[INFORMATION PROVIDED Boundary: Start]

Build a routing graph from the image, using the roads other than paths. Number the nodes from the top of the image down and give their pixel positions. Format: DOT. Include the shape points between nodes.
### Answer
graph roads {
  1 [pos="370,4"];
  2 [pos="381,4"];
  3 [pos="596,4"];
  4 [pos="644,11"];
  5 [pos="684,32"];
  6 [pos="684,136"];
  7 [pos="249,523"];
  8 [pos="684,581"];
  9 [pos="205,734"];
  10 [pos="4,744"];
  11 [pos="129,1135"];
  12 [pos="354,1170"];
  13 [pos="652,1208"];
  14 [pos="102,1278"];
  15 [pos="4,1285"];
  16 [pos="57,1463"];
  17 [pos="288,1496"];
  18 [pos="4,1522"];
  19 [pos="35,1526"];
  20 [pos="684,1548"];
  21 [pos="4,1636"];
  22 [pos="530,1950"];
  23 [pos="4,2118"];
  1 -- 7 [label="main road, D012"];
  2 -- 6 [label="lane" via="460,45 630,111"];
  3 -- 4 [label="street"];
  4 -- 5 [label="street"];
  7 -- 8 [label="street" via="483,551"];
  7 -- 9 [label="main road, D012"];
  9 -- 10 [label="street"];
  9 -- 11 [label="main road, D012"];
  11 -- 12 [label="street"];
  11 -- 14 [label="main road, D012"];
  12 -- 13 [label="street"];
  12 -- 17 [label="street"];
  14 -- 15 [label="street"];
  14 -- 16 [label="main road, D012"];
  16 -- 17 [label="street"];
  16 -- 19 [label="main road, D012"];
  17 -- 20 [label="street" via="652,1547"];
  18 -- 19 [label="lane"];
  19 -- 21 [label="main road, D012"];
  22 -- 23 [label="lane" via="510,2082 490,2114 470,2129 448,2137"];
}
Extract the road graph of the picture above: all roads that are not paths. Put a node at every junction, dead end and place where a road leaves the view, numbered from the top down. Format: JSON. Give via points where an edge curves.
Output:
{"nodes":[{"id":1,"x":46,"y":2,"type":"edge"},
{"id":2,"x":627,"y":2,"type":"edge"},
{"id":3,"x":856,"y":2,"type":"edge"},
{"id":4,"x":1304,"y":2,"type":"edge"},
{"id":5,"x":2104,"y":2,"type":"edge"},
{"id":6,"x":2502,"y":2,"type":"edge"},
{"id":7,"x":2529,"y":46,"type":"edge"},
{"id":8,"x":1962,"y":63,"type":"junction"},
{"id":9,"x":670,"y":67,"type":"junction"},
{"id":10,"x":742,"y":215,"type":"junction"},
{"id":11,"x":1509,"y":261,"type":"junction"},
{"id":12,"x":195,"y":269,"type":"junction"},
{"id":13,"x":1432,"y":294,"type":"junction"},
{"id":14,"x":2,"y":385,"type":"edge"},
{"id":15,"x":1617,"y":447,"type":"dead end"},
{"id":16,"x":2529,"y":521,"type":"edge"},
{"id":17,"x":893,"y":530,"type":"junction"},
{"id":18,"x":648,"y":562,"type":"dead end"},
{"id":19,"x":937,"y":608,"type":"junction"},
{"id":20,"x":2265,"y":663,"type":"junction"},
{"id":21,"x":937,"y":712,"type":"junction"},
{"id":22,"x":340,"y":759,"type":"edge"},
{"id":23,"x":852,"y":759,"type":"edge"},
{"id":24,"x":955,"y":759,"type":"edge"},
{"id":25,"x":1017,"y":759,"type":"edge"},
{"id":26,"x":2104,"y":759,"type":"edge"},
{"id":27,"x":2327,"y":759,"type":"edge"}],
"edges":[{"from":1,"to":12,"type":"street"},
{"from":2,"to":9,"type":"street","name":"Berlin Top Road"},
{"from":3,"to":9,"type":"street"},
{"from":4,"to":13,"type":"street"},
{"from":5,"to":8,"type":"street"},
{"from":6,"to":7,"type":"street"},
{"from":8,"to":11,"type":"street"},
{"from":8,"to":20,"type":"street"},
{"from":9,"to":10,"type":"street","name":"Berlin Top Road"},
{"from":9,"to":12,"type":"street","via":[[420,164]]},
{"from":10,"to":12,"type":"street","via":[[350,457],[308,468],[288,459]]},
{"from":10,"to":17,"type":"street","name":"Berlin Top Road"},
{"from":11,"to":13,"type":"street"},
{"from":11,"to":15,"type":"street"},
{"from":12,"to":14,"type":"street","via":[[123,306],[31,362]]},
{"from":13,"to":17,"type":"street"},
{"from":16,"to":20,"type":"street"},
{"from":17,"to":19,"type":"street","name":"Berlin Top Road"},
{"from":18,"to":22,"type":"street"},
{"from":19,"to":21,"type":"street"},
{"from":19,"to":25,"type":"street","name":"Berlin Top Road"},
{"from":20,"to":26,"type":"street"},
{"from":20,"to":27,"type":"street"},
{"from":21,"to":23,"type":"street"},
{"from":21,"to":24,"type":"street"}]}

[INFORMATION PROVIDED Boundary: End]

Sift through the material above and copy each line that holds "points".

▸ **ANSWER FOR THE TASK**:
Build a routing graph from the image, using the roads other than paths. Number the nodes from the top of the image down and give their pixel positions. Format: DOT. Include the shape points between nodes.
Extract the road graph of the picture above: all roads that are not paths. Put a node at every junction, dead end and place where a road leaves the view, numbered from the top down. Format: JSON. Give via points where an edge curves.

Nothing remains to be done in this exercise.